Writing at businesgrow.com on January 6, influential blogger Mark Schaefer postulated that content marketers are in for Content Shock, “the merging marketing epoch defined when exponentially increasing volumes of content intersect our limited human capacity to consume it.”
In other words, too much to read and not enough time. But is Schaefer right?
On January 7, Christopher Penn took on the topic in his shiftcomm.com response. “Mark makes the point that deep pockets will win the content marketing battle, to the extent that it can be won, and he’s correct. Any content marketing effort absolutely must have paid media behind it to help it grow. The days of “build it and they will come” are long, long gone.”
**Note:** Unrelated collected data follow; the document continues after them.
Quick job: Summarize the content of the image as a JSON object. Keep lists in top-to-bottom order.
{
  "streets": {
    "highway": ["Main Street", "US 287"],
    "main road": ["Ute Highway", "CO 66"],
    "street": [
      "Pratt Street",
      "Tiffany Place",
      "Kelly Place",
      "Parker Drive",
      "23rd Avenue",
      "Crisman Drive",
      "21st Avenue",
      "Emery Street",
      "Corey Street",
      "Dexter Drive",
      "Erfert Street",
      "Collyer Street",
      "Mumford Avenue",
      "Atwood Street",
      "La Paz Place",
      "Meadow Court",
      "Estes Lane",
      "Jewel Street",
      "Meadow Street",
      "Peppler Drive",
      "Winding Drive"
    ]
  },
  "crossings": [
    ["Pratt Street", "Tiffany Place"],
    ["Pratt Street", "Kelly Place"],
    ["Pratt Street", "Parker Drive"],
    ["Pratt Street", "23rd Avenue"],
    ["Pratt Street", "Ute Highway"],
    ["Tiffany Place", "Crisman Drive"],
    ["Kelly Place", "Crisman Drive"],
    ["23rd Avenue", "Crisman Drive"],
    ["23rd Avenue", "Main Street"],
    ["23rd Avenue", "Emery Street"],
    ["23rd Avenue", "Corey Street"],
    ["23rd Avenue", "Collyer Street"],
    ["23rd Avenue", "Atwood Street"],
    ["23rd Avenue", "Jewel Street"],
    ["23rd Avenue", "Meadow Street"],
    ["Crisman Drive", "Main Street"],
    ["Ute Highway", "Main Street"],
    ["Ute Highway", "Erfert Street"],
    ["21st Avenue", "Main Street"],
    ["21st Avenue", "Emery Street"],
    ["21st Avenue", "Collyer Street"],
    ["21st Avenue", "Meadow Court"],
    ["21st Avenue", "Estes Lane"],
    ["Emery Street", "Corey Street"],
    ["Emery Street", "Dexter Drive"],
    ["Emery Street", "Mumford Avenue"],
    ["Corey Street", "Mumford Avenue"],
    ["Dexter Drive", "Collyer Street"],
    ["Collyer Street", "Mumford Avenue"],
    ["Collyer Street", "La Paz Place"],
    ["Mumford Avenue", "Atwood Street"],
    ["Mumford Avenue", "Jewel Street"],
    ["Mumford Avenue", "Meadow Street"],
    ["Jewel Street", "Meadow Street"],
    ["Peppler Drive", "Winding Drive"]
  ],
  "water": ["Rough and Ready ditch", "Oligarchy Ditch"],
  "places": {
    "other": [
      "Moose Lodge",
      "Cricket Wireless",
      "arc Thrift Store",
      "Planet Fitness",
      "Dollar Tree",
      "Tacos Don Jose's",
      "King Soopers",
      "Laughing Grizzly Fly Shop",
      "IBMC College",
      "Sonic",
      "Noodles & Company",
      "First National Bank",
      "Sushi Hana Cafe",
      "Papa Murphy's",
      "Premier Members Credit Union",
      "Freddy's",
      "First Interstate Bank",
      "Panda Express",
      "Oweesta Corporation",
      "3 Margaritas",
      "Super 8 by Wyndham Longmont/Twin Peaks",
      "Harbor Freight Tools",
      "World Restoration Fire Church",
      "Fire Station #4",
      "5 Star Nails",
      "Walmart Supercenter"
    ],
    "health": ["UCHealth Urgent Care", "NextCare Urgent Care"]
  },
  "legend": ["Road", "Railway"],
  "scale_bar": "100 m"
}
Not everybody who commented at Mark’s post agreed, of course. Brian Clark, founder and owner of copyblogger pointed out that “If content (something people want) is doomed, then advertising (something people allegedly don’t want) should already be dead … you raise a valid issue Mark, but have come to a sensationalist and untenable conclusion.”
Joe Pulizzi added, “This is where so many brands go wrong…they think they need a lot of readers/engagers to be successful with their content marketing. Sometimes, it only takes one (some content programs are geared toward just one company, or even, one individual). That is why this thing is so powerful.”
Industry legend Shel Holtz blogged “Six Reasons There Will Be No Content Shock,” including [my favorite] “We are mainly consumers of niche content.” Shel’s right. All that content out there has nothing to do with us. We choose what we read and always have.
A host of other blog commentators had opinions about Schaefer’s posit, too. A few even had solutions.
1. Be local and give back.
2. Build and connect with a “tribe.”
3. Listen more than tell; connect at a deeper level.
4. View “content” as a transition, not a destination.
5. Interact more with the audiences you already have.
6. Master engagement, customer service, and rapid response.
My favorite resolution is the discovery and application of better filters to drown out the noise we don’t want. Moreover, as times/technology/innovations unfold, new content will continue you to be in demand. After all, if content marketers don’t, who will explain and analyze what’s happening now? As for old content, it will, over time, just sit there, unnoticed, someplace in the digital archives, replaced by the fresh content we do want.
That’s why I’m not worried about content fatigue. How about you?